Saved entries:
%%

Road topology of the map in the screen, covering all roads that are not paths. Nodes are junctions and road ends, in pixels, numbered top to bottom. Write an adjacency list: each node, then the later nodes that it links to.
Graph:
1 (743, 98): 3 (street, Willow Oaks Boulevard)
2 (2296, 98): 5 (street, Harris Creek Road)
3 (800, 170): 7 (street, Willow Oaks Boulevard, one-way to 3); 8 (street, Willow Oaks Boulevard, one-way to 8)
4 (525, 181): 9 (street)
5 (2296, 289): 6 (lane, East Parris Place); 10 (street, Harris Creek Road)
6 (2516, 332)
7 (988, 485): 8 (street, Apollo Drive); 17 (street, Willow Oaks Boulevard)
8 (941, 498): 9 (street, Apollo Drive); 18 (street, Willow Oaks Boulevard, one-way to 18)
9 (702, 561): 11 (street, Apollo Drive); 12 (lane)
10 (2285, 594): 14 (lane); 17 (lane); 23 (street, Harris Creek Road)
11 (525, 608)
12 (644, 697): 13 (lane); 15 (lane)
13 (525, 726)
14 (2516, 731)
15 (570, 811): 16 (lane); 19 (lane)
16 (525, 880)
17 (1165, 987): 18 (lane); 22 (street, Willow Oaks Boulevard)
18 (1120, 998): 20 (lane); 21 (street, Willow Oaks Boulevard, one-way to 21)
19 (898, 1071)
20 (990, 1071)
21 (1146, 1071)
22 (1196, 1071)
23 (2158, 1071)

%%
%%

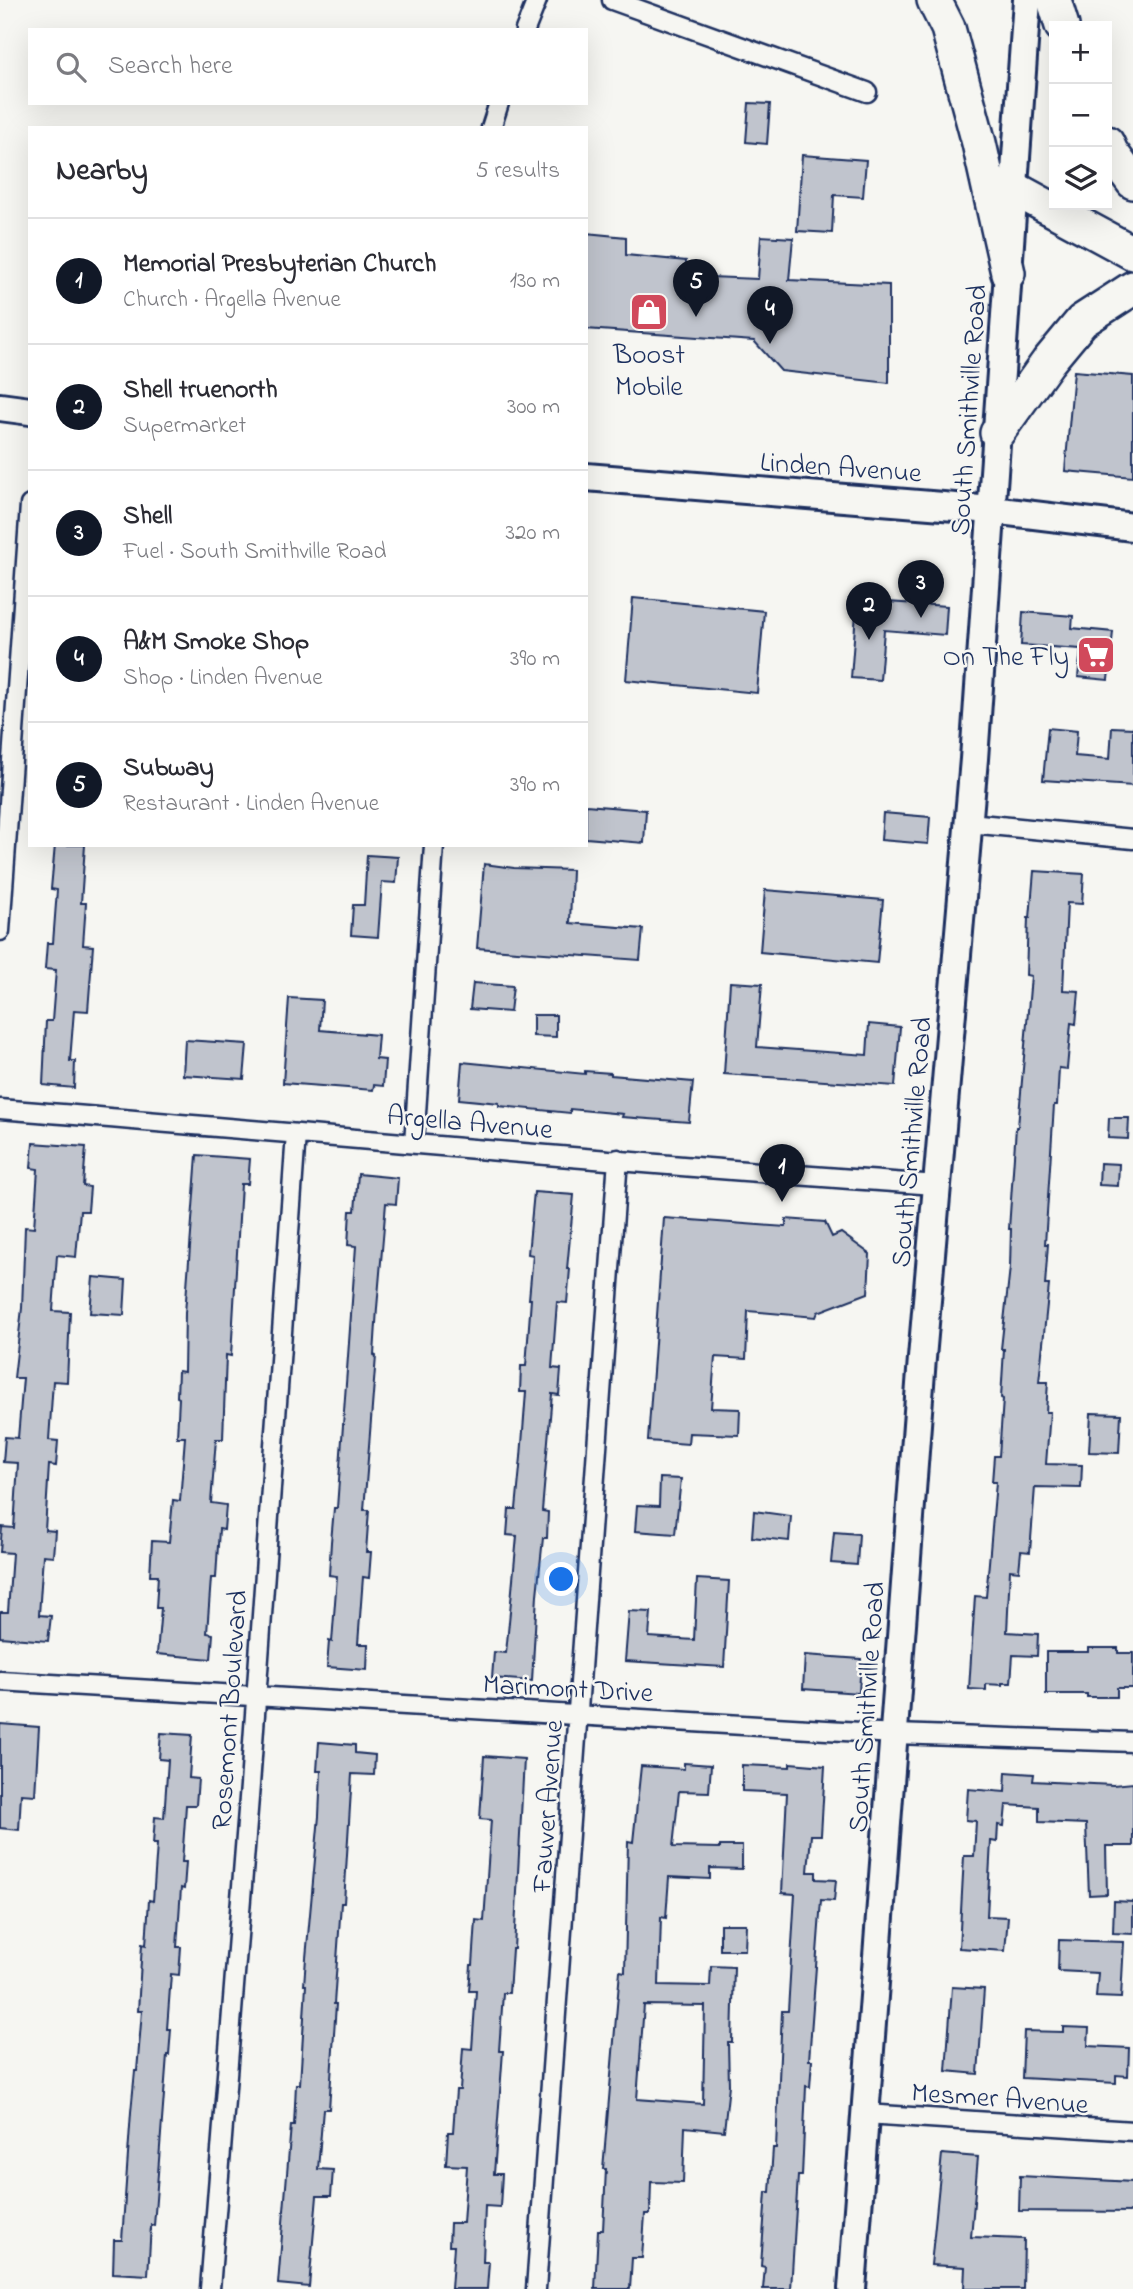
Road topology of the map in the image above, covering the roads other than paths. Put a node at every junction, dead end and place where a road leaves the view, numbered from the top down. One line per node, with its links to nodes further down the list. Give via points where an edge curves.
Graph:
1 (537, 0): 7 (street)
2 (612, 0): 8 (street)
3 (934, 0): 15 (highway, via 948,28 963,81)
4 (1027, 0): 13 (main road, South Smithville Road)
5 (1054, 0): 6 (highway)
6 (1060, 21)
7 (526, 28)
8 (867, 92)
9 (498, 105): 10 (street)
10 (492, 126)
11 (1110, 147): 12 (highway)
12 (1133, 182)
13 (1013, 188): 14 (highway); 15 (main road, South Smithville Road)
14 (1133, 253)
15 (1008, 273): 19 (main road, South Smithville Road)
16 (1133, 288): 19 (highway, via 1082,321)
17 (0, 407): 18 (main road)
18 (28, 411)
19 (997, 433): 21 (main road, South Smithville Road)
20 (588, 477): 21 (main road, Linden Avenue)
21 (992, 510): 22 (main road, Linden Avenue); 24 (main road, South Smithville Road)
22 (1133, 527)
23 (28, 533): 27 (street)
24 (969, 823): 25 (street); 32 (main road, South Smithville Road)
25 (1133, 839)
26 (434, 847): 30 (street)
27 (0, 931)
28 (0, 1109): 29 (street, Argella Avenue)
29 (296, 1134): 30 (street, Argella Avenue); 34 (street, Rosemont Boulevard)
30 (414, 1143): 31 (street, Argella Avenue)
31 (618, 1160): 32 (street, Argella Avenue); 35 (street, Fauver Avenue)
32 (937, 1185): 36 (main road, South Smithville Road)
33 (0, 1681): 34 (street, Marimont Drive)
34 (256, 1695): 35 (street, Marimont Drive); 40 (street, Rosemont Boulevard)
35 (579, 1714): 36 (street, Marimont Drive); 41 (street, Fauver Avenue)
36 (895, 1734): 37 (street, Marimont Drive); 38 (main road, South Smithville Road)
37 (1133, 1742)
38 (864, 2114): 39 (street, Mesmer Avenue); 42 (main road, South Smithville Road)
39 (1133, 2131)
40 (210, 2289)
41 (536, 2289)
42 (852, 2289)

%%
%%

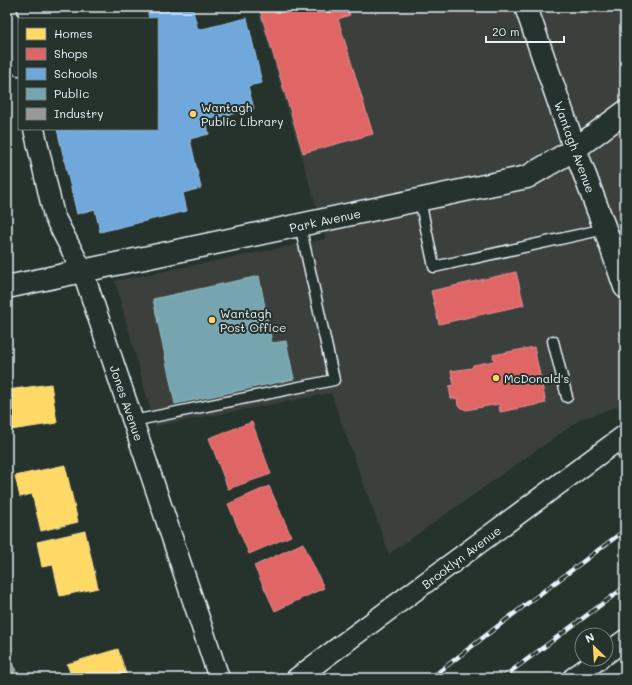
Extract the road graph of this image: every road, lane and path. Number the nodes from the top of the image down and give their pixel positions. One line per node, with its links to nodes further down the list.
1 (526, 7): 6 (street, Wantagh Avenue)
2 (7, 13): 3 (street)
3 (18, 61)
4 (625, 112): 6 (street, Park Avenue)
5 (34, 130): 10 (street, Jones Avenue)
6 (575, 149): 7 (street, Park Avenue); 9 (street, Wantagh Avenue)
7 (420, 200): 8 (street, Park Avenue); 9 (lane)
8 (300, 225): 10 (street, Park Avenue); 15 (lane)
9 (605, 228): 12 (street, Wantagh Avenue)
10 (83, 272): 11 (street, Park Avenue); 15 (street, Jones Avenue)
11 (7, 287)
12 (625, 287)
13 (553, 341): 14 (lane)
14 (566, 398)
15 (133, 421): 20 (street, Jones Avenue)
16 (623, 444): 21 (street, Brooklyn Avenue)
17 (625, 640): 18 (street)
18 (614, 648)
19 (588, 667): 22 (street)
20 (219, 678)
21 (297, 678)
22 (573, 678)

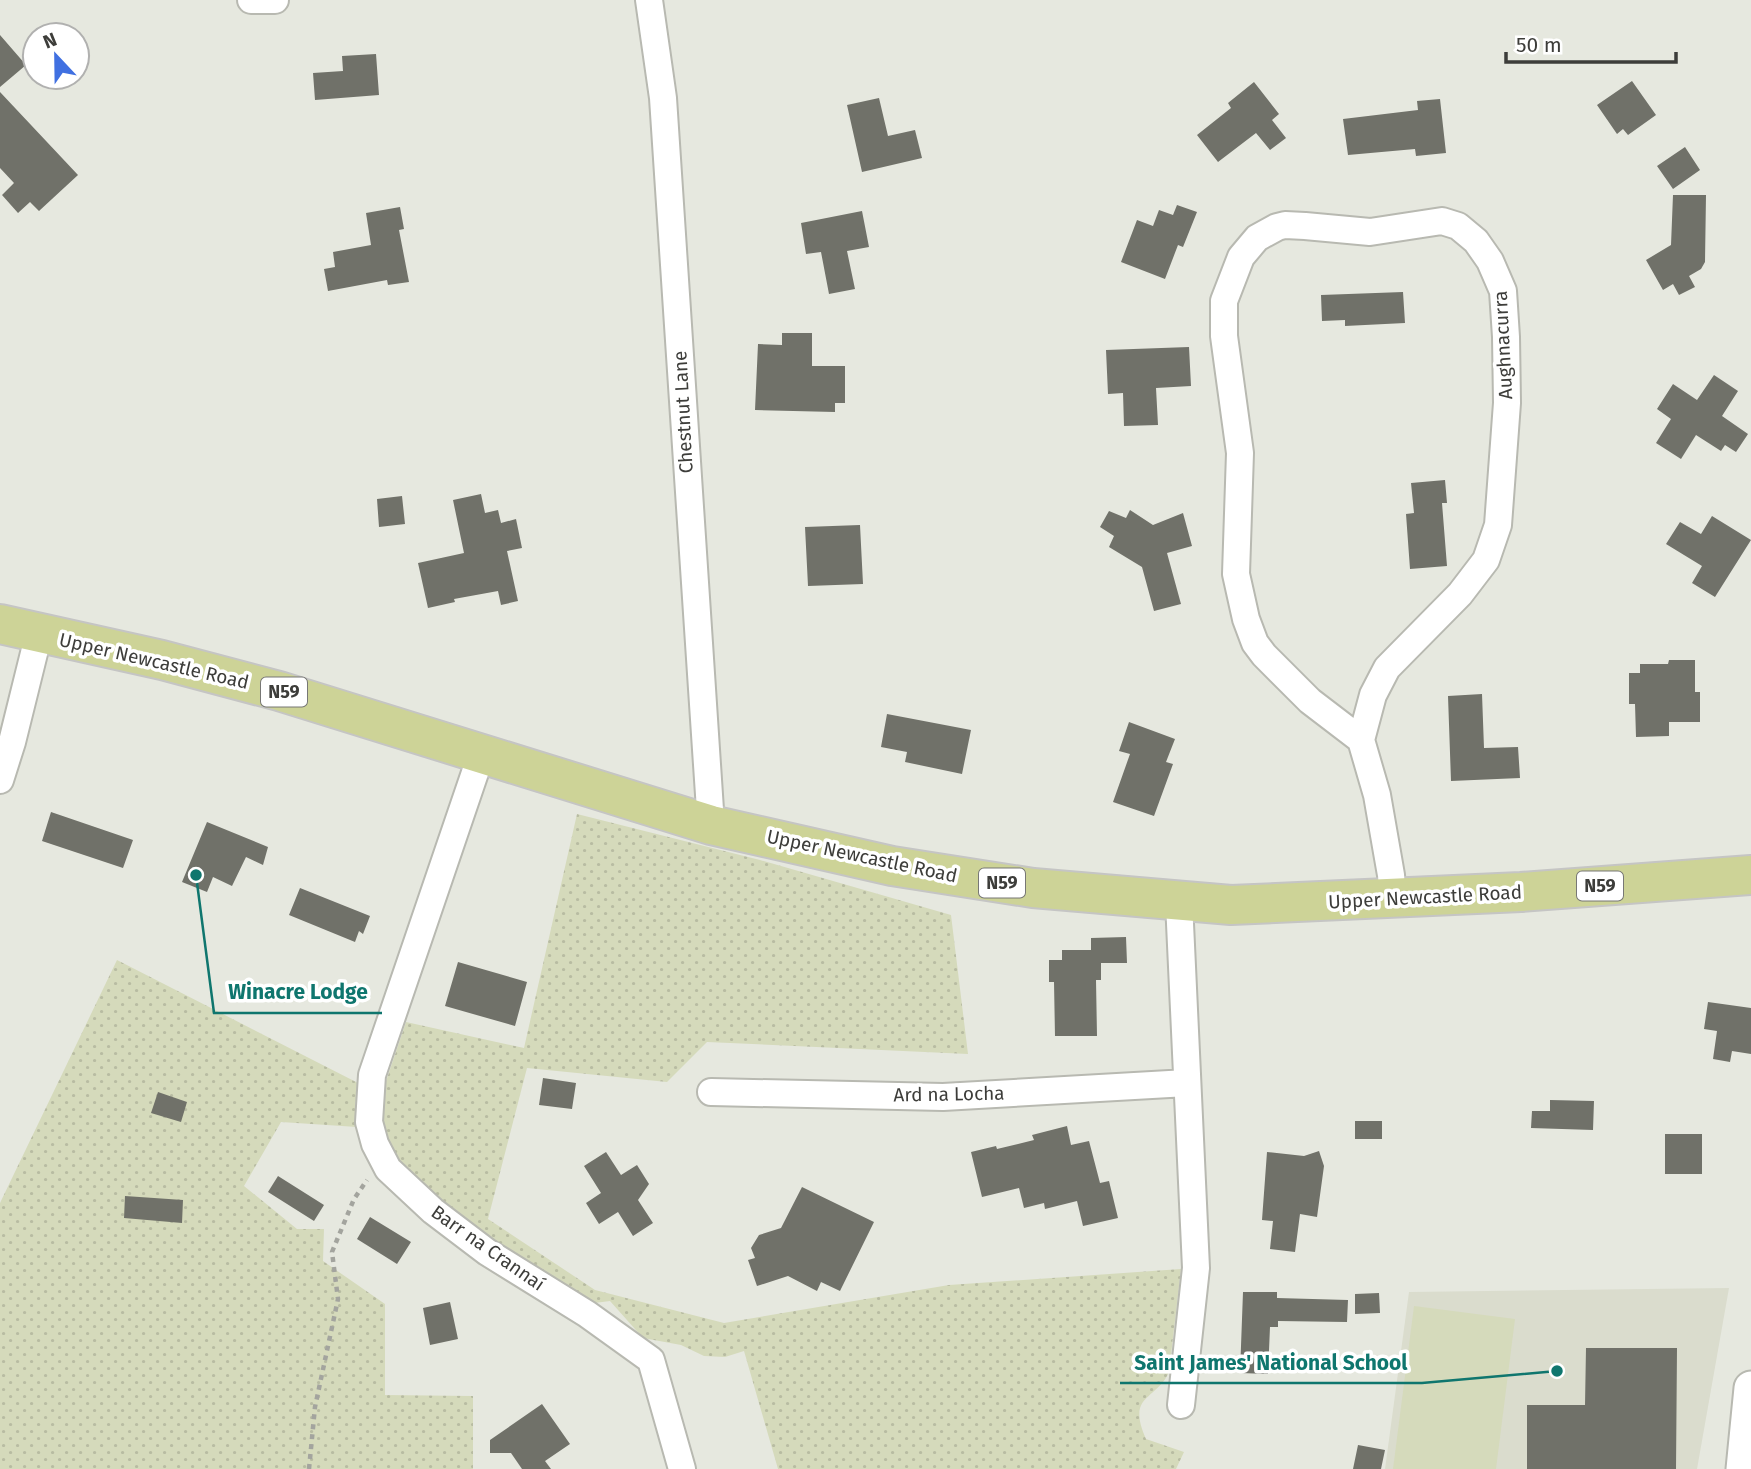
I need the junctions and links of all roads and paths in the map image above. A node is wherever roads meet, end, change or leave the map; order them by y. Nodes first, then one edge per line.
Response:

%%

**DIRECTIONS FOR THIS TASK:**
Work out how many lines of the data hold the string "edge". Reply with that number alone.

**FINISHED TASK:**
2